Bull and bear markets - the basics in 60 seconds
What's a bull market?
A bull market is a sustained period where prices rise. The trend is up, but not everyone will agree on how long that period must be to qualify.
For stocks, people often consider a 20% rise in stock prices a bull market (when following a previous 20% decline).
You might also hear people talk about being “bullish” on an investment. If you’re bullish you are confident, you have an optimistic outlook.
One suggestion for the origin of the term “bull” is that a bull thrusts its horns up. However, when a bear fights it swings its paws down.
A bull market ends when stock prices fall 20%.
What's a bear market?
A bear market refers to a downturn in the market, one where stock prices are falling. In investing, if you expect prices to fall you will be referred to as “bearish”.
It has been argued the term could be related to bearskin sellers of the 1700s – also known as the the “bearskin jobbers” – and the phrases “don’t sell the bear skin before you’ve caught the bear” or “to sell the bearskin”.
These “bearskin jobbers” were middlemen who sold bearskins before they had received them – speculating on the future purchase price in hope that it would drop and they could profit on the difference.

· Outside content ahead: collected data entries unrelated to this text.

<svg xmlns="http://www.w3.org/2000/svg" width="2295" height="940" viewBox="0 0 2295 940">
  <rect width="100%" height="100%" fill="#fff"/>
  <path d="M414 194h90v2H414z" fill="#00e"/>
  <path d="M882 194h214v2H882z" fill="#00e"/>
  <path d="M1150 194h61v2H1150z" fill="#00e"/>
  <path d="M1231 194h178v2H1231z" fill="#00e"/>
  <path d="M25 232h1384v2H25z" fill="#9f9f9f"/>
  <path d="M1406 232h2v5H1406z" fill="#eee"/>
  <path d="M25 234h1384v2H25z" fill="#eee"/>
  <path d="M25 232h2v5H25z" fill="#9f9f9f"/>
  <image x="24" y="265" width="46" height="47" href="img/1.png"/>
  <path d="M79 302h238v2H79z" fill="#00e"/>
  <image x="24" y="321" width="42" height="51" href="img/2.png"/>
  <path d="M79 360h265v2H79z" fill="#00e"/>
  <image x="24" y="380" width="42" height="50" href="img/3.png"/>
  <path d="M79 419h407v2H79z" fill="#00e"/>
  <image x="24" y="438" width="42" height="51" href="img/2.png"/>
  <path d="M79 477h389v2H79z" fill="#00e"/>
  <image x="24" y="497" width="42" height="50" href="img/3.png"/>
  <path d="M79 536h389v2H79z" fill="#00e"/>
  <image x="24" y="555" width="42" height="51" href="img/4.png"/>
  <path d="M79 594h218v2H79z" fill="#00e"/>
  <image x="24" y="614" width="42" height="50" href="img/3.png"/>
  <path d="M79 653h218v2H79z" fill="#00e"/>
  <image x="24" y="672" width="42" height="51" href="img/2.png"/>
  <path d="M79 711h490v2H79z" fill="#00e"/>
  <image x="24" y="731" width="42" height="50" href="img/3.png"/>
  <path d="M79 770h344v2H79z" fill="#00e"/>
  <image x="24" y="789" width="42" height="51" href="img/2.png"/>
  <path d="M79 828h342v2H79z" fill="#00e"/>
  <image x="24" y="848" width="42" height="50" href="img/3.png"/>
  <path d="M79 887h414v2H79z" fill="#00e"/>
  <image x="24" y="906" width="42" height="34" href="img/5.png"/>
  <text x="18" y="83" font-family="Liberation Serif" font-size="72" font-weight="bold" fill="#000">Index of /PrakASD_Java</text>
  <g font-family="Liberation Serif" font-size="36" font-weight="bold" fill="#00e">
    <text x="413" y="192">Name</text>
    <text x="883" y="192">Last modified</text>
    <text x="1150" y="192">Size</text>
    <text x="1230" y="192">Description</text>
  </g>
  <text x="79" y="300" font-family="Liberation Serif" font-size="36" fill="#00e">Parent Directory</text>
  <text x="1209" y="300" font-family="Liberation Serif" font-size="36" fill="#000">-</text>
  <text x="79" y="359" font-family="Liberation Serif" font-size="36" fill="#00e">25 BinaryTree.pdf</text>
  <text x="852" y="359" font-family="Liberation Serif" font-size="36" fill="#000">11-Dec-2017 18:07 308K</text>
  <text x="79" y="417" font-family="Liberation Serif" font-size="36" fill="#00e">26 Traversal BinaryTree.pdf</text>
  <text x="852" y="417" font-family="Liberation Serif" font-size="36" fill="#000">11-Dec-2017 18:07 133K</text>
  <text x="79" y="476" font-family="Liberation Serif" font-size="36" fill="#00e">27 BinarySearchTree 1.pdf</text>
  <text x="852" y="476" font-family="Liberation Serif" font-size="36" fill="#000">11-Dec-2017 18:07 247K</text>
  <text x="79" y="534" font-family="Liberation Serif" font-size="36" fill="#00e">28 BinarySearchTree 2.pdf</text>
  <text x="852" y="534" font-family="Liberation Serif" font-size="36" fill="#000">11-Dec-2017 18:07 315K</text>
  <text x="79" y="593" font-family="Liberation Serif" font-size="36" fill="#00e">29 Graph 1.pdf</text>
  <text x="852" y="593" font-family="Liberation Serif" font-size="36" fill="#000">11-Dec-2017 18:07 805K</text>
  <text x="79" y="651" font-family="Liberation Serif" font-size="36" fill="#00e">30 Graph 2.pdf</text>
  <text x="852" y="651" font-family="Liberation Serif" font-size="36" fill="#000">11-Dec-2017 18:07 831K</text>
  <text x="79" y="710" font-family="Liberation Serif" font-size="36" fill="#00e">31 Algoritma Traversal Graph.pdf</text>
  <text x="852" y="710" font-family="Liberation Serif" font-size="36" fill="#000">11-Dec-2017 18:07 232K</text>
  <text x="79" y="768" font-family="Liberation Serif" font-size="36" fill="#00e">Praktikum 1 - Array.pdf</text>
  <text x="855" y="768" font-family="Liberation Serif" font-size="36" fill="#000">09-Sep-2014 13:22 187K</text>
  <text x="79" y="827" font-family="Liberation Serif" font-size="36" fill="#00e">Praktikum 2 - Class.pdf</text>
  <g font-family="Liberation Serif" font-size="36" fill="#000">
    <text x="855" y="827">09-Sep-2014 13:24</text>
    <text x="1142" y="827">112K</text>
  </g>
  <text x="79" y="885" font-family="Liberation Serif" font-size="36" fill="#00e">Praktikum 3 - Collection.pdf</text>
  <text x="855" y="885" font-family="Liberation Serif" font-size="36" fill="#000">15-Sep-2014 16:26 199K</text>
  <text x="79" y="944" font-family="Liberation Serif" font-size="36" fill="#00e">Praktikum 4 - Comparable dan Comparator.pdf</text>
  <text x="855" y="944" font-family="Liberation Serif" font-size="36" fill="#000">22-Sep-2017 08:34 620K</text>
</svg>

Today we call this “short selling”.
How long do bull markets last?
It's important to remember that bull markets don't last forever!
Last month the US equity market set a record for the longest bull market in history. It began on 9 March 2009 and so far has lasted more than nine years - and it's not just US stocks that have risen.

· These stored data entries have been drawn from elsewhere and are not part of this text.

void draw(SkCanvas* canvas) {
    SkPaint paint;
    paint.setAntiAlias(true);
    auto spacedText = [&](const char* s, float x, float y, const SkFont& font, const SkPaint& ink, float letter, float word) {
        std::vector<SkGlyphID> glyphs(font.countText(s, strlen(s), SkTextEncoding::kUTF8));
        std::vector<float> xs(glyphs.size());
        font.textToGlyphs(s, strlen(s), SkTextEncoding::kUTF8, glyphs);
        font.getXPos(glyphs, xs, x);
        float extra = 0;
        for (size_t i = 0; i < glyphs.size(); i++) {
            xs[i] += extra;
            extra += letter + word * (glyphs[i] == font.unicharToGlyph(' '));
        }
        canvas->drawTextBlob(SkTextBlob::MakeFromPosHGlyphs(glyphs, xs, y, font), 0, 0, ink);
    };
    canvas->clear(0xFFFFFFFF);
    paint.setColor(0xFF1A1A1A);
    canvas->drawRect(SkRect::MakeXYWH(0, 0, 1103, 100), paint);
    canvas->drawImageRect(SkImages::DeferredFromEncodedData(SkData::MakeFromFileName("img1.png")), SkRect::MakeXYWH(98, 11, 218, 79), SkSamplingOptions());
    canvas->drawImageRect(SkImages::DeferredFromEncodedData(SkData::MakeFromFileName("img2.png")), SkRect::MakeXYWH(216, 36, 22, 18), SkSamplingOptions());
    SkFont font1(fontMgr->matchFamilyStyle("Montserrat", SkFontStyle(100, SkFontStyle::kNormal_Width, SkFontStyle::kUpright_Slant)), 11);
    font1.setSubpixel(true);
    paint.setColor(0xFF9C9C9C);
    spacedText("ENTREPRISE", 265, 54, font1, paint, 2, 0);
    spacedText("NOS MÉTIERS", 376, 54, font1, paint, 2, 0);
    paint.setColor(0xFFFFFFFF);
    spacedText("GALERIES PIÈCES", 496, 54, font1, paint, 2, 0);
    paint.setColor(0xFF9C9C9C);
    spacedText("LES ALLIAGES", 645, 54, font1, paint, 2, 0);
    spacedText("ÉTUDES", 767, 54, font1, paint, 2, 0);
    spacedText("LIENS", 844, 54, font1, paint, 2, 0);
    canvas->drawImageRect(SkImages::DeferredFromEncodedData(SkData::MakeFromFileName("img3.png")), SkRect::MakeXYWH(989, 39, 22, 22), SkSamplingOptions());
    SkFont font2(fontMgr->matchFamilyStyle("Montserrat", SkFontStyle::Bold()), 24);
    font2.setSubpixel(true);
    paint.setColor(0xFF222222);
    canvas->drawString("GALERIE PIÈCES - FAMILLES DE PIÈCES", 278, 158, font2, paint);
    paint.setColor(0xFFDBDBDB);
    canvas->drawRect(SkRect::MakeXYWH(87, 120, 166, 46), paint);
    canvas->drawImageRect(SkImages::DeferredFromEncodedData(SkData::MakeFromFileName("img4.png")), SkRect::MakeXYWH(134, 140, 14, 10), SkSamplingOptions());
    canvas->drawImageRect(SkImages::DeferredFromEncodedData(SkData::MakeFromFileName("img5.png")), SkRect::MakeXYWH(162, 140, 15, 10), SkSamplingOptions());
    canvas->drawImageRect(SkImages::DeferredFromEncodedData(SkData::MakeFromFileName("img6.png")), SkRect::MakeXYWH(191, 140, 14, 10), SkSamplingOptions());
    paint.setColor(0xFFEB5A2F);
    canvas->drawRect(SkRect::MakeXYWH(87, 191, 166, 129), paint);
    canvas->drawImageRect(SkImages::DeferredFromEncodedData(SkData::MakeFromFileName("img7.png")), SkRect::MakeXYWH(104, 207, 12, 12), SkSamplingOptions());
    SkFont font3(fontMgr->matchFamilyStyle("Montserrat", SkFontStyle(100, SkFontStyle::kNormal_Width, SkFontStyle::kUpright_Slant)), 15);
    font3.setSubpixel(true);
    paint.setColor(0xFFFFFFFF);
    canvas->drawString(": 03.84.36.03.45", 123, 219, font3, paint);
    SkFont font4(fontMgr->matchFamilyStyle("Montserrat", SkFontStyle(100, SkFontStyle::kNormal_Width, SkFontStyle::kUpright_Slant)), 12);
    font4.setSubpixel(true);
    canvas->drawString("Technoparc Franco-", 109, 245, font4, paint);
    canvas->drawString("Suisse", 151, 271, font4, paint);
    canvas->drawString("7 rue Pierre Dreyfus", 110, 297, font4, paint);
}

The 1970s economic recovery (just over six years)
The Reagan-era presidency bull market (five years)
The great expansion of the 1990s (just under nine-and-a-half years)

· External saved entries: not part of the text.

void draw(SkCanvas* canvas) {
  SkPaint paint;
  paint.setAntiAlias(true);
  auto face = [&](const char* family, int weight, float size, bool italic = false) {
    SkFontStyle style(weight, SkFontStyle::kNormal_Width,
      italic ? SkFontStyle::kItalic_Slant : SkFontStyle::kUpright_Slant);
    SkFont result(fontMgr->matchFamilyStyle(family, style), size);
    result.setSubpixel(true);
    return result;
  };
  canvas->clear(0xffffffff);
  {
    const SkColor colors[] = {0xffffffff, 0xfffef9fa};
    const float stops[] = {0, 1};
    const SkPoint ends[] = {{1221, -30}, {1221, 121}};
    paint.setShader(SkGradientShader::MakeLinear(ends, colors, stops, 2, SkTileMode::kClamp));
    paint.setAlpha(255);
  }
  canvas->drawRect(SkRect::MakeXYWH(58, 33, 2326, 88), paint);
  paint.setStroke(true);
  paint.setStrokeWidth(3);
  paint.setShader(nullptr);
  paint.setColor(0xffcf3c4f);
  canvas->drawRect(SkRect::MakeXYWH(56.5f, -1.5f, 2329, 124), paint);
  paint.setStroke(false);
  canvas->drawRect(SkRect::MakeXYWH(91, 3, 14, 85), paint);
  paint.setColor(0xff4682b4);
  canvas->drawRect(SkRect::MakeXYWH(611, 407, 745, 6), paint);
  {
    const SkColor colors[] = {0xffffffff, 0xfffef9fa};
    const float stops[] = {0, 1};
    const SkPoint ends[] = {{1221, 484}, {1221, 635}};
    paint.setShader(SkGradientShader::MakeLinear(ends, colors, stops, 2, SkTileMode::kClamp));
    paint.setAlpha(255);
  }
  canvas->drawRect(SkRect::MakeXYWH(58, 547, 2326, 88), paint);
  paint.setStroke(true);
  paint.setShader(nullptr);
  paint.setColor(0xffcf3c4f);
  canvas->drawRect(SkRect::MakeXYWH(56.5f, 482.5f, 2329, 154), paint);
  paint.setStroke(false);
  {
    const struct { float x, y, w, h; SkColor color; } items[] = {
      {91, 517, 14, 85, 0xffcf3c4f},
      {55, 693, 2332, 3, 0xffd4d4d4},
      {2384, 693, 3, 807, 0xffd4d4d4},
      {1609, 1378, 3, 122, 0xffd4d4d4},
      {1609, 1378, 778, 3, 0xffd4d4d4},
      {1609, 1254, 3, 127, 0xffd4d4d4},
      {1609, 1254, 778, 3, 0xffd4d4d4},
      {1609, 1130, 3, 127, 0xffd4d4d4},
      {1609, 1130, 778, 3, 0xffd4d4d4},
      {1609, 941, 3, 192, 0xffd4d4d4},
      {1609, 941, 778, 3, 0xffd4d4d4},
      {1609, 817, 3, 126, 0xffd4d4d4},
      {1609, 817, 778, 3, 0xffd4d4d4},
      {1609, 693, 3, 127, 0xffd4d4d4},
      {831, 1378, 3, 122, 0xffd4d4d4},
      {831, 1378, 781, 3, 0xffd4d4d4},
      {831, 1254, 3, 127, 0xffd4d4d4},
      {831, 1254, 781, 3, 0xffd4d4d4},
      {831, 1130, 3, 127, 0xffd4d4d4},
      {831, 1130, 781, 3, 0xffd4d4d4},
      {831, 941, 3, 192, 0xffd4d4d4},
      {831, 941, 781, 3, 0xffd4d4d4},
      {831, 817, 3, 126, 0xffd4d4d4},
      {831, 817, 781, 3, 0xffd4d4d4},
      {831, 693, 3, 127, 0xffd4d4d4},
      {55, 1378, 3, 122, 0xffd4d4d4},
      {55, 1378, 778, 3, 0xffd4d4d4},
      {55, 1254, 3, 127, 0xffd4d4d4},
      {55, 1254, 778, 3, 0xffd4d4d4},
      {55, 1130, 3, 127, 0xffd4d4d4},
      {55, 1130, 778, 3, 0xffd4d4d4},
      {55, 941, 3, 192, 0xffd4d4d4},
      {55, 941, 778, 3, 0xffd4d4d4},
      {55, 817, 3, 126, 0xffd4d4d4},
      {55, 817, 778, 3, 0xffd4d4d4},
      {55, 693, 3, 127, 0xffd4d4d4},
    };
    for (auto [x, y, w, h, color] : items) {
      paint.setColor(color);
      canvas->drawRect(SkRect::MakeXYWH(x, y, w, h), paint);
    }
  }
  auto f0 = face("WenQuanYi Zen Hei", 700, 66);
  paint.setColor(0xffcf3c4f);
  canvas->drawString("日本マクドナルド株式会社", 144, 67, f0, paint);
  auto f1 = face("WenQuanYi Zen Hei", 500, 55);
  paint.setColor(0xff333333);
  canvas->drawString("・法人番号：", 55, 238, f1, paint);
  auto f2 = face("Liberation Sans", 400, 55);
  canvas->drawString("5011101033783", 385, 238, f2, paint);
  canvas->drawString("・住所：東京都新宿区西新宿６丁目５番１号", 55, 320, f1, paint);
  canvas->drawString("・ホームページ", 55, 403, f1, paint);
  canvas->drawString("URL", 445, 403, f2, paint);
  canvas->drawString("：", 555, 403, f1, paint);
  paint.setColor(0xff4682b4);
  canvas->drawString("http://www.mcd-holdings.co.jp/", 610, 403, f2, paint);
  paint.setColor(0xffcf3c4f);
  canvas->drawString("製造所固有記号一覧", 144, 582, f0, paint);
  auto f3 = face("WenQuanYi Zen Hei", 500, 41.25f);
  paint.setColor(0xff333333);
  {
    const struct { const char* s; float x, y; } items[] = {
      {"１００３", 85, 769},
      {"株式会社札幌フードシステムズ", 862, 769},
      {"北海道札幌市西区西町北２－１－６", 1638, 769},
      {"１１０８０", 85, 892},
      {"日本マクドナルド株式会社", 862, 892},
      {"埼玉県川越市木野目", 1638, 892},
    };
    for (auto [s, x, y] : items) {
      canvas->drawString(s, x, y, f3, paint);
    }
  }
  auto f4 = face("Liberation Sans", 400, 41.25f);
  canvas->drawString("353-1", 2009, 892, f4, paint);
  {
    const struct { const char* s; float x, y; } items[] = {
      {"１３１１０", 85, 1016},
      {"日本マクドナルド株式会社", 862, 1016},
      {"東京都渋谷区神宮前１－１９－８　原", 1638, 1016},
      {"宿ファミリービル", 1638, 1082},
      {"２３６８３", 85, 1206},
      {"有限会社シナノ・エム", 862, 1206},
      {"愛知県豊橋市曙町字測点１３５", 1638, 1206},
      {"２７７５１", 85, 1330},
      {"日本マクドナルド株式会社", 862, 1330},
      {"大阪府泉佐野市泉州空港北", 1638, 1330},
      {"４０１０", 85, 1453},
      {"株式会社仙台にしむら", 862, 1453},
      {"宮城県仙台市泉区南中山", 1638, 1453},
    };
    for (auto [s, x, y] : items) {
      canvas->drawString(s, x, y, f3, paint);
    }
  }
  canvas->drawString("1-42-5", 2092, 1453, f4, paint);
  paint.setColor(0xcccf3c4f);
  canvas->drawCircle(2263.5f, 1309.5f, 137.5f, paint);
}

Pre-global financial crisis bull market (five years)
Post-global financial crisis bull market (began March 2009 - the longest on record)
Meanwhile Duncan Lamont, head of research and analytics at Schroders, where we work, has pointed out that last year was the first time in 35 years (which is as far back daily data allows) when there wasn’t a single seven-day period where US equities fell by more than 2%.
He said: "It's a reminder of the calm progress made by shares last year. But it also raises the possibility that investors may have forgotten what it feels like to lose money. This is not normal. I repeat. This is not normal".
Investors always have to remember that just because they didn't lose money last year doesn't mean they won't this year.